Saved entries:
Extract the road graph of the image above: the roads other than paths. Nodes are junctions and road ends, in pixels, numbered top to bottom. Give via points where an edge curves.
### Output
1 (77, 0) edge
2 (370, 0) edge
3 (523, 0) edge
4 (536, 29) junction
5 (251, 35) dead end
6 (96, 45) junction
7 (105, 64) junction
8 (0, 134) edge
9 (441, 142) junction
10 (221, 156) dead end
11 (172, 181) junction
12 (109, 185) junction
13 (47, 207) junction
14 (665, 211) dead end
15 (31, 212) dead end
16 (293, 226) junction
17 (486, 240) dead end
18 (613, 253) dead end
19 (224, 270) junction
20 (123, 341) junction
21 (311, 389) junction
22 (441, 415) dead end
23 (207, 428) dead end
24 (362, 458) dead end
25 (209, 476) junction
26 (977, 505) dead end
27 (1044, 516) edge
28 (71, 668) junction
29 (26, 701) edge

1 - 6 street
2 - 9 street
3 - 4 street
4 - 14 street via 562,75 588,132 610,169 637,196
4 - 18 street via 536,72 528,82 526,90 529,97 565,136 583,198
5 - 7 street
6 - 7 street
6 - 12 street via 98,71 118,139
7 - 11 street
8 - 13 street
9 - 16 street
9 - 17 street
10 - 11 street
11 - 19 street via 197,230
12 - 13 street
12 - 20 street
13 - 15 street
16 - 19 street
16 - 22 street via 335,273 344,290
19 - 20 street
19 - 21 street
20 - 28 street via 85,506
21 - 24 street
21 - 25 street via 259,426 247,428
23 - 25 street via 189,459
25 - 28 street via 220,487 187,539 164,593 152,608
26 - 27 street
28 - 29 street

TASK REQUIREMENTS: Only a number is wanted here: how many lines of the records above include the string "edge"?

OUTPUT OF THE TASK: 7